Clearly you have not read Apples' complaint against Pystar. Nowhere in the complaint does Apple claim that Pystar has modified Apple code. If you are sure that Apple claims that Pystar modified their code please point me to the paragraph in the complaint that states that Pystar modified their code. The copyright claim begins in paragraph 22 of the complaint.

Since Apple isn't claiming that Pystar modified its code, let's put to rest any arguments claiming that Pystar has 'illegally' modified Apple code.

Since you aggree that the unauthorized use and sale of an unmodified version is legal, that leaves only the anti-trust issue brought by Pystar.

I disagree that 'Apple losing the anti-trust case could be very bad.' If (and I say IF) Apple is engaged in anti-trust activities they need to be stopped and the law enforced. Apple should not be alowed to engage in illegal activities while every other company has to comply with the law. That is the point of having laws on the books.
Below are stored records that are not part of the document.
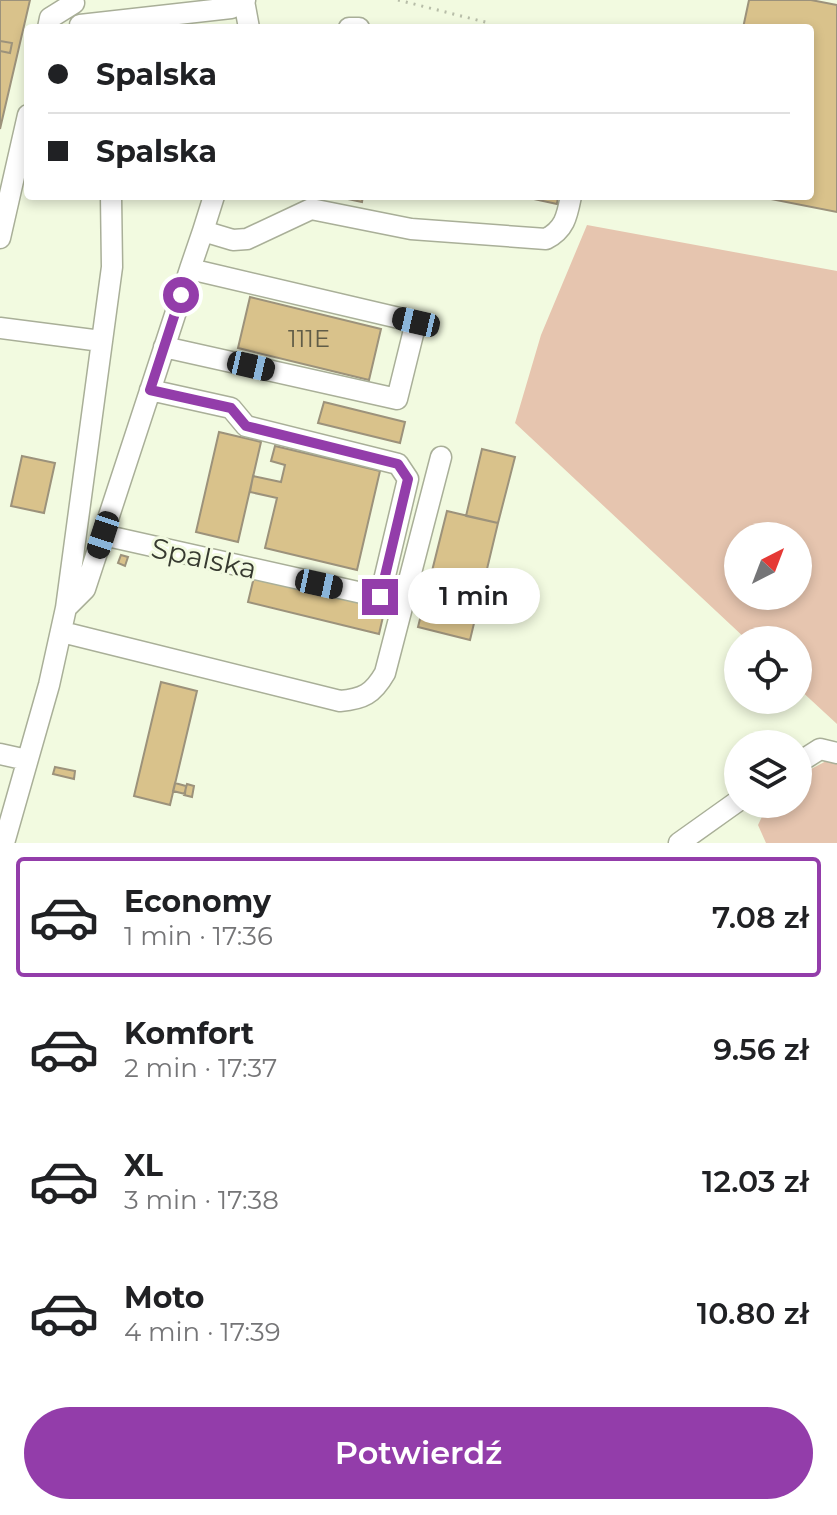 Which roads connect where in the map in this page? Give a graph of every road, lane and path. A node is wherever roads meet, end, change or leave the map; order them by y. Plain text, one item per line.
1 (245, 0) edge
2 (398, 0) edge
3 (74, 2) edge
4 (489, 23) dead end
5 (49, 24) edge
6 (79, 24) edge
7 (104, 24) edge
8 (248, 24) edge
9 (24, 133) edge
10 (111, 200) edge
11 (213, 200) edge
12 (570, 200) edge
13 (313, 203) edge
14 (203, 231) junction
15 (0, 238) edge
16 (190, 269) junction
17 (0, 328) edge
18 (101, 341) junction
19 (164, 347) junction
20 (150, 390) junction
21 (441, 457) dead end
22 (103, 535) junction
23 (66, 608) junction
24 (62, 632) junction
25 (837, 753) edge
26 (0, 754) edge
27 (812, 754) edge
28 (27, 760) junction
29 (724, 811) edge
30 (4, 843) edge
31 (679, 843) edge

1 - 7 lane
1 - 8 lane
2 - 4 path
3 - 5 lane
3 - 6 lane
9 - 15 lane
10 - 18 lane
11 - 14 lane
12 - 13 lane
13 - 14 lane
14 - 16 lane
16 - 19 lane
16 - 19 lane
17 - 18 lane
18 - 23 lane
19 - 20 lane
20 - 22 lane
20 - 22 lane, Spalska
21 - 24 lane
22 - 23 lane
23 - 24 lane
24 - 28 lane
25 - 27 lane
26 - 28 lane
28 - 30 lane
29 - 31 lane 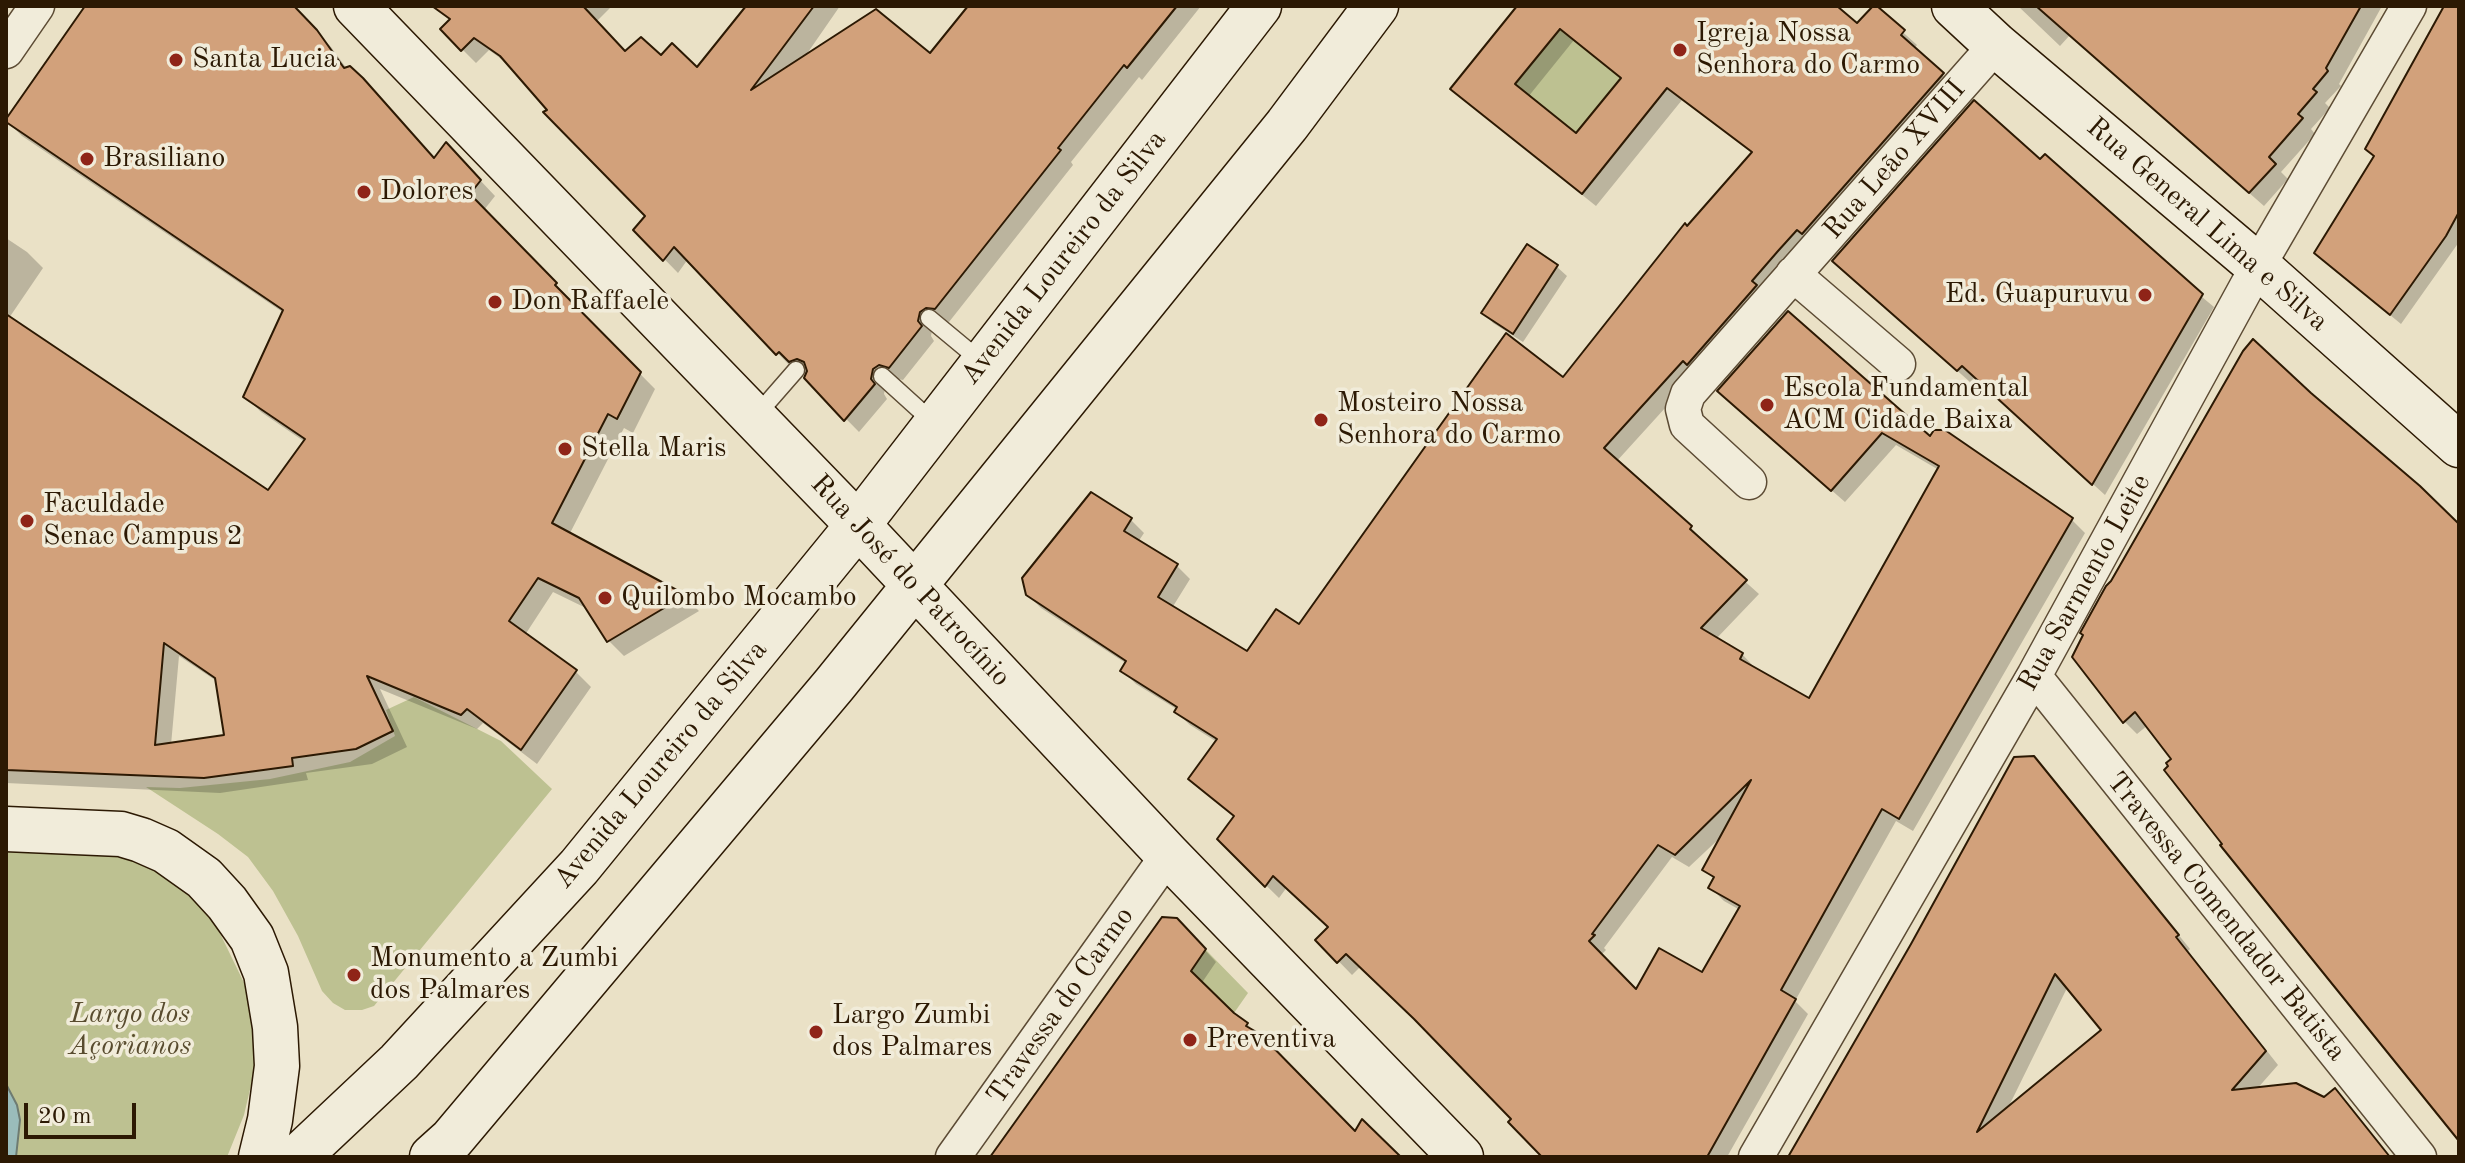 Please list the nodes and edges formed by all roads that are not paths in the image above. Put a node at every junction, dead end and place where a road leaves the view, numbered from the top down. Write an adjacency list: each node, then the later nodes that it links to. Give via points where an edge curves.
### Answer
1 (37, 6): 8 (street)
2 (356, 6): 16 (main road, Rua José do Patrocínio)
3 (1259, 6): 12 (main road, Avenida Loureiro da Silva)
4 (1376, 6): 21 (main road, via 1287,125)
5 (1954, 6): 7 (main road, Rua General Lima e Silva)
6 (2409, 6): 9 (street, Rua Sarmento Leite)
7 (1996, 45): 9 (main road, Rua General Lima e Silva); 10 (street, Rua Leão XVIII)
8 (6, 51)
9 (2258, 266): 18 (main road, Rua General Lima e Silva); 22 (street, Rua Sarmento Leite)
10 (1793, 274): 13 (street); 19 (street, Rua Leão XVIII, via 1688,394 1683,409 1687,425)
11 (929, 318): 12 (lane)
12 (983, 363): 17 (main road, Avenida Loureiro da Silva)
13 (1898, 364)
14 (796, 370): 16 (lane)
15 (882, 376): 17 (lane)
16 (754, 417): 20 (main road, Rua José do Patrocínio)
17 (936, 425): 20 (main road, Avenida Loureiro da Silva)
18 (2459, 445)
19 (1749, 482)
20 (858, 525): 21 (main road, Rua José do Patrocínio); 26 (main road, Avenida Loureiro da Silva, via 579,867 399,1062)
21 (914, 585): 24 (main road, Rua José do Patrocínio); 27 (main road)
22 (2034, 676): 30 (street, Rua Sarmento Leite); 31 (street, Travessa Comendador Batista)
23 (6, 829): 25 (main road, via 121,834 141,840 204,878 227,903 252,938 266,973 275,1027 277,1066)
24 (1168, 855): 28 (street, Travessa do Carmo); 29 (main road, Rua José do Patrocínio)
25 (261, 1157)
26 (298, 1157)
27 (432, 1157)
28 (953, 1157)
29 (1461, 1157)
30 (1756, 1157)
31 (2419, 1157) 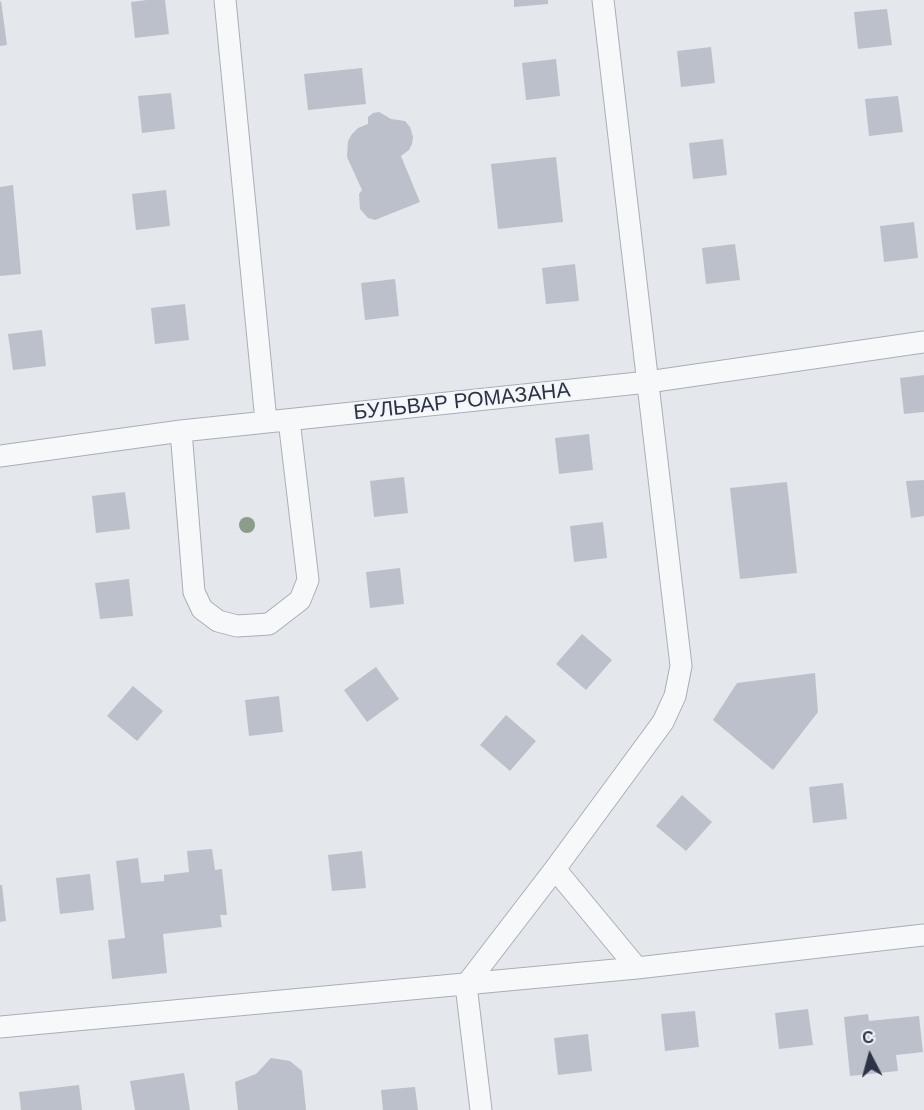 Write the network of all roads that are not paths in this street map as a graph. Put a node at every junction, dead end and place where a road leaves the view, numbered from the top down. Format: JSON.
{"nodes":[{"id":1,"x":225,"y":0,"type":"edge"},
{"id":2,"x":603,"y":0,"type":"edge"},
{"id":3,"x":924,"y":342,"type":"edge"},
{"id":4,"x":648,"y":382,"type":"junction"},
{"id":5,"x":288,"y":420,"type":"junction"},
{"id":6,"x":266,"y":421,"type":"junction"},
{"id":7,"x":181,"y":431,"type":"junction"},
{"id":8,"x":0,"y":456,"type":"edge"},
{"id":9,"x":555,"y":869,"type":"junction"},
{"id":10,"x":924,"y":935,"type":"edge"},
{"id":11,"x":637,"y":968,"type":"junction"},
{"id":12,"x":466,"y":985,"type":"junction"},
{"id":13,"x":0,"y":1027,"type":"edge"},
{"id":14,"x":481,"y":1110,"type":"edge"}],
"edges":[{"from":1,"to":6,"type":"street"},
{"from":2,"to":4,"type":"street"},
{"from":3,"to":4,"type":"street","name":"БУЛЬВАР РОМАЗАНА"},
{"from":4,"to":5,"type":"street","name":"БУЛЬВАР РОМАЗАНА"},
{"from":4,"to":9,"type":"street"},
{"from":5,"to":6,"type":"street","name":"БУЛЬВАР РОМАЗАНА"},
{"from":5,"to":7,"type":"street"},
{"from":6,"to":7,"type":"street","name":"БУЛЬВАР РОМАЗАНА"},
{"from":7,"to":8,"type":"street","name":"БУЛЬВАР РОМАЗАНА"},
{"from":9,"to":11,"type":"street"},
{"from":9,"to":12,"type":"street"},
{"from":10,"to":11,"type":"street"},
{"from":11,"to":12,"type":"street"},
{"from":12,"to":13,"type":"street"},
{"from":12,"to":14,"type":"street"}]}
However the judge rules, the losing side will apeal. Things won't change for at least 14 months if this case goes to trial.

Did I say they should be allowed to engage in illegal tying of products? No and I've been arguing quite the opposite for over three years now. What I'm saying here is that Apple would be in a far better position, if they were to settle out of court. If it comes down to a court ruling, the judge can levy fines or he/she can even break the company up. I like having my operating system made by someone who makes computers themselves.
 
If Apple loses, what do you think their reaction would be? Think they will stand by and let clone makers benefit from their investment in OS X?

Would they impose hardware verification that is protected by DRM to legally lock out clone makers in the USA?

Will they make OS X phone home to verify a real Mac being used? While it hasn't worked for MS on hardcore pirates, it has made it a hassle for casual users.

Is anyone that has purchased a Psystar computer concerned that you cannot reinstall OS X if something goes wrong with the OS or HDD?
 
If Apple loses, what do you think their reaction would be? Think they will stand by and let clone makers benefit from their investment in OS X?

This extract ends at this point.